/---

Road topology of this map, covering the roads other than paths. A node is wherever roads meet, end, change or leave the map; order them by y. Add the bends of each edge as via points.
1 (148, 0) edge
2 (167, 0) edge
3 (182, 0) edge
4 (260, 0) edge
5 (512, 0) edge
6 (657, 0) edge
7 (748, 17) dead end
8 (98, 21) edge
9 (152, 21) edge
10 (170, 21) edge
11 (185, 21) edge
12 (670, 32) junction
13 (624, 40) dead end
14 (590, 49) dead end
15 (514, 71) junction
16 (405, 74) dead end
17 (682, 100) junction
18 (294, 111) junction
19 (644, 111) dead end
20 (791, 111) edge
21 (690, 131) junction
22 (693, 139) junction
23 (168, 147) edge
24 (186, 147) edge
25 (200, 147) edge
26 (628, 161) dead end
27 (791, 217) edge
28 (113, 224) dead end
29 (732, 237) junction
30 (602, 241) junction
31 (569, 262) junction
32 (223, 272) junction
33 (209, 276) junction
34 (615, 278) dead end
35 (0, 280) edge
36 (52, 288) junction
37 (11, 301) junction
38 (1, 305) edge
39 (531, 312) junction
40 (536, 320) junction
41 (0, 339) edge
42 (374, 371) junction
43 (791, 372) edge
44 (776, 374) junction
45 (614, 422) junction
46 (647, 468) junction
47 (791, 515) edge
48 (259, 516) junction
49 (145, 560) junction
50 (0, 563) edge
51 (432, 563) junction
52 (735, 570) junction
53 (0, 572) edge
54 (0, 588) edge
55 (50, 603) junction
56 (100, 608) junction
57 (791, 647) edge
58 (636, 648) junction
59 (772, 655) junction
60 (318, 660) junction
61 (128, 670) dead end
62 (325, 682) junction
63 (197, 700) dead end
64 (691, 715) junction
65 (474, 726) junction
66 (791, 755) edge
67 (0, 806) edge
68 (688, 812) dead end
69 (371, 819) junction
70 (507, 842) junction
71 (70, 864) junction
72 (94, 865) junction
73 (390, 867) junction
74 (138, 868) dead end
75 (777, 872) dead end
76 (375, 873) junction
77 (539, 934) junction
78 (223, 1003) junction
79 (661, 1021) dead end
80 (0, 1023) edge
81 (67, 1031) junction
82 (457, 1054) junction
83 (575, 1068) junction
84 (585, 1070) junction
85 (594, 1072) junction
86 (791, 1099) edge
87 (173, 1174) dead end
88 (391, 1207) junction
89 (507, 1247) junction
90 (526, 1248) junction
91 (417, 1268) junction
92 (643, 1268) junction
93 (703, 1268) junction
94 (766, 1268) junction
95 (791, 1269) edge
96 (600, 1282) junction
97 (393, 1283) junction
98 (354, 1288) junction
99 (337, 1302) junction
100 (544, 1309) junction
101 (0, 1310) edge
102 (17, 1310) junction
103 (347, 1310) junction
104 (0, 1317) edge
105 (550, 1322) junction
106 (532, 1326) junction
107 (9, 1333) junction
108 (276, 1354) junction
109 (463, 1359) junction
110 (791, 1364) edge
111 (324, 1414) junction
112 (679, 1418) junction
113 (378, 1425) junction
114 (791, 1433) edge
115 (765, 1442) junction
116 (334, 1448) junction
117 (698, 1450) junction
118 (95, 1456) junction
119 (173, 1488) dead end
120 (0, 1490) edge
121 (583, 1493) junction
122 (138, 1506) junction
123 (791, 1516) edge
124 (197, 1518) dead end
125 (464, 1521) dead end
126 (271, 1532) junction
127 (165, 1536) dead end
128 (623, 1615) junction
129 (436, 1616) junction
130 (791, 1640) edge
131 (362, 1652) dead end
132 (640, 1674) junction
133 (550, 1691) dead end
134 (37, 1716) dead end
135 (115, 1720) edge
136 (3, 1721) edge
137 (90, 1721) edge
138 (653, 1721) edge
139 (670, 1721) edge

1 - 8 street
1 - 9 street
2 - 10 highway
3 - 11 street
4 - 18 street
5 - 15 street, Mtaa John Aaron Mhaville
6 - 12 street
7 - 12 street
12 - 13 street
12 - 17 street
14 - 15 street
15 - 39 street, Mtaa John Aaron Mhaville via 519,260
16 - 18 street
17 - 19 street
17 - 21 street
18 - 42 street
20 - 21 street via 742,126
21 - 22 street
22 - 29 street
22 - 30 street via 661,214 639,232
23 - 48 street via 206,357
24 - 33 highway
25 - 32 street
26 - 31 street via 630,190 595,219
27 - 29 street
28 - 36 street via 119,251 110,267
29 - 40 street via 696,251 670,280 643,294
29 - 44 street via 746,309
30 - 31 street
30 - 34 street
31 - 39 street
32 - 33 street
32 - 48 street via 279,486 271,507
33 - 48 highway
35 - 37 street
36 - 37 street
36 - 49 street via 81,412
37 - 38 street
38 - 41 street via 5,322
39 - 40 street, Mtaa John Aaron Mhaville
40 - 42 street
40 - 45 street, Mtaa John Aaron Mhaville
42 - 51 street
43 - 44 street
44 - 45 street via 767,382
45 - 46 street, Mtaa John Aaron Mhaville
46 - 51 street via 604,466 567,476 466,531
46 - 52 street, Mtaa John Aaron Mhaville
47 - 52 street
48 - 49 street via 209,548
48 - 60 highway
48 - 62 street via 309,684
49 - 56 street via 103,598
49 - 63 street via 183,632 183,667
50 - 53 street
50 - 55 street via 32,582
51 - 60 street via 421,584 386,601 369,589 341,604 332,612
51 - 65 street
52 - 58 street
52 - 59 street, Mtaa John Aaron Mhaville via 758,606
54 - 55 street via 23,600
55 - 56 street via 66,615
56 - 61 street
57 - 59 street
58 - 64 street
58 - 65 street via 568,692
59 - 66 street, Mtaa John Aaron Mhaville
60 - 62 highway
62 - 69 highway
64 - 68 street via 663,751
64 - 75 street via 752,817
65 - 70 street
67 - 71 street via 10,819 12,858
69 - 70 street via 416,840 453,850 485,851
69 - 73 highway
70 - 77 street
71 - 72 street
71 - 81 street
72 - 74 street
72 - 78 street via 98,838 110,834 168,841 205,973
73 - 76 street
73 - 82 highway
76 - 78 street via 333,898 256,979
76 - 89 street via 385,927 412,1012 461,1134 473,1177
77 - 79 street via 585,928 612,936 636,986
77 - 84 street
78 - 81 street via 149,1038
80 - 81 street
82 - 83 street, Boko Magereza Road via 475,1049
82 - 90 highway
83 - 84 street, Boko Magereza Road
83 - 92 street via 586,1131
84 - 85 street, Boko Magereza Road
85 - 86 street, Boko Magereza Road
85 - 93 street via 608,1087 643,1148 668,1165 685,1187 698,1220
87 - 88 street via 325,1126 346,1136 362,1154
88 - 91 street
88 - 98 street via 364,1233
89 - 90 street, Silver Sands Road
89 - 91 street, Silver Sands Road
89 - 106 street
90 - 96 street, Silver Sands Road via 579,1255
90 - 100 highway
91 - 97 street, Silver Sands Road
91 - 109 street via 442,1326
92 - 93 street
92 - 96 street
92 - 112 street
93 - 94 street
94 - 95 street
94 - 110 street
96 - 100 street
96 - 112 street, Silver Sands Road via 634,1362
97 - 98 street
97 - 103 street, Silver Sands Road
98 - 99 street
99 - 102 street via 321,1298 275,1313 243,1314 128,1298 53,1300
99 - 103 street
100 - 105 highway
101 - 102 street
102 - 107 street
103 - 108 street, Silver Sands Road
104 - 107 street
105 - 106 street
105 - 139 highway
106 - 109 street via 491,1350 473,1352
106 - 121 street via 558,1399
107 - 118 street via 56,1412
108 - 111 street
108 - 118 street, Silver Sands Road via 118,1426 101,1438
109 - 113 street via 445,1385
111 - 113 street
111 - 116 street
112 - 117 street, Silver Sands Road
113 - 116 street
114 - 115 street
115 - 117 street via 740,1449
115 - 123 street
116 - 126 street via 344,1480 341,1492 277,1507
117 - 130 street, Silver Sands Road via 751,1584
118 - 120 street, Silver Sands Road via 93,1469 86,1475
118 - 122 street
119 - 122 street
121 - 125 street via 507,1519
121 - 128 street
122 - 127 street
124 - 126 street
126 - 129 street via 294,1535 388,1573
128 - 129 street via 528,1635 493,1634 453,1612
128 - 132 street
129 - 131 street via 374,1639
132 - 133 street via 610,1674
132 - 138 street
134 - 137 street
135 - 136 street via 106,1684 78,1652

\---

THE TASK => Filter the records, keeping only lines that contain "highway", and show those lines.

OUTPUT FOR THIS TASK =>
2 - 10 highway
24 - 33 highway
33 - 48 highway
48 - 60 highway
60 - 62 highway
62 - 69 highway
69 - 73 highway
73 - 82 highway
82 - 90 highway
90 - 100 highway
100 - 105 highway
105 - 139 highway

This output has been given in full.